If you use the past perfect "Did you find out who had been behind that action", you are choosing to refer to the events relative to some focus point in the past.

I emphasise "choosing", because in many cases this is a completely free choice.

Sometimes, if you don't, clarity will be compromised because the sequence of events is important, and might not be clear.

But often, it makes no difference to the clarity whether you bring in that temporal focus or not. And indeed, native speakers often do not bother with the past perfect when the meaning is clear without it.

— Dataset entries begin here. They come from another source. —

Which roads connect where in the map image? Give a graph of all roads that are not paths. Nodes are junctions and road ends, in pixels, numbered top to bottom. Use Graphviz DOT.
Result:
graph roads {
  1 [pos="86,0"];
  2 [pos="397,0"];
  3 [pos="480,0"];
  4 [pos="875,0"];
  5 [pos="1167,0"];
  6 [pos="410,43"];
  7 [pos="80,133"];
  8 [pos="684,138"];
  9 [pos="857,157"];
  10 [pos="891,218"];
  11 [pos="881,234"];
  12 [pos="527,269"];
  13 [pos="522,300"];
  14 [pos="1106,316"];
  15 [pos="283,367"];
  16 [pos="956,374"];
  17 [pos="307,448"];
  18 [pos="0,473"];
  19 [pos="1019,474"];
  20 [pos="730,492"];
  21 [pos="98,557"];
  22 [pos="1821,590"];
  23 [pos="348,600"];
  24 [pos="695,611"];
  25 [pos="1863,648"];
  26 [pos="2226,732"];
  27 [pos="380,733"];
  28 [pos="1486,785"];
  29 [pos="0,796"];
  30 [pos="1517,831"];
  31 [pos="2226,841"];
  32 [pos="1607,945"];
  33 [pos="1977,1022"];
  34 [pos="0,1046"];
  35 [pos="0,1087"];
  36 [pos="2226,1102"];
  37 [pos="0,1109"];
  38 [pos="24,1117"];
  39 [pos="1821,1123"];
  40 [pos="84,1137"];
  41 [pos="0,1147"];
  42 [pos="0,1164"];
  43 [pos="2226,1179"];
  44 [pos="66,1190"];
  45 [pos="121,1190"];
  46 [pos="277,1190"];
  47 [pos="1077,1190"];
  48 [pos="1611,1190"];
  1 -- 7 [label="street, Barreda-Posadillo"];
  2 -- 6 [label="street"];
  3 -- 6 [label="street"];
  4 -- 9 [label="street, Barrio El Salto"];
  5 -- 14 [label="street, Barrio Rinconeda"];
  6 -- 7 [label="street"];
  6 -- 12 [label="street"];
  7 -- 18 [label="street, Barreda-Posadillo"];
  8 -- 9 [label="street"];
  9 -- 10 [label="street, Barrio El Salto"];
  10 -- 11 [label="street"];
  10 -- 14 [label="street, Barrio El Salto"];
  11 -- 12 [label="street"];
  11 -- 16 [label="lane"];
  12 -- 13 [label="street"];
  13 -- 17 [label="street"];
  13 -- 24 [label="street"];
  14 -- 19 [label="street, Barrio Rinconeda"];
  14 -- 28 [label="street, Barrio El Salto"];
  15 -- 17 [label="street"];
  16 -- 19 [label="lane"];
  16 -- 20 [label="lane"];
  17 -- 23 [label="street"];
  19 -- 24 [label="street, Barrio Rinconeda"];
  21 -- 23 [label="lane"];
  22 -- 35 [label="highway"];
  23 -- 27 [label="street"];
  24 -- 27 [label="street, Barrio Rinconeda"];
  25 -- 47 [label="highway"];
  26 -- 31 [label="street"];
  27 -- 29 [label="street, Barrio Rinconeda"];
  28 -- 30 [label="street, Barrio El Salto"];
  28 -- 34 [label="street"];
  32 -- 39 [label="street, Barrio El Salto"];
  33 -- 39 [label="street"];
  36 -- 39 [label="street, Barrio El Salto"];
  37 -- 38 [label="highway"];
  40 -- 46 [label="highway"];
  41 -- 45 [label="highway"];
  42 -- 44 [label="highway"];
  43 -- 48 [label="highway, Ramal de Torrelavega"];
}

  • Thanks for answering. I was confused because of "Did". Also can you tell me what are you refering to when you say "without".
    – ikigai20
    Sep 22, 2019 at 13:51
  • @lollel123: I edited to add the missing word "it". The Did doesn't change anything: the past perfect could be used, but is not required when it's clear without it.
    – Colin Fine
    Sep 22, 2019 at 13:55
  • So there is this sentence. "I killed the guy who killed my friend." The guy i am referring to killed my friend before I killed him, it is obvious. But we dont have to use past perfect because I merely introduced that the fact that he killed my friend and therefore is not related to the main verb. Am I Correct?
    – ikigai20
    Sep 22, 2019 at 14:04
  • That's right. The sequence is unambiguous, so you don't have to make it explicit.
    – Colin Fine
    Sep 22, 2019 at 15:25

first sentence belong to past perfect,and second one belong to past perfect continous

  • The OP is asking why (1) is correct... I think the answer should depend on the context which the OP should provide?
    – shin
    Sep 23, 2019 at 8:48

the first sentence looks back to the past from the present and the second sentence looks back from the past to a point further back in the past.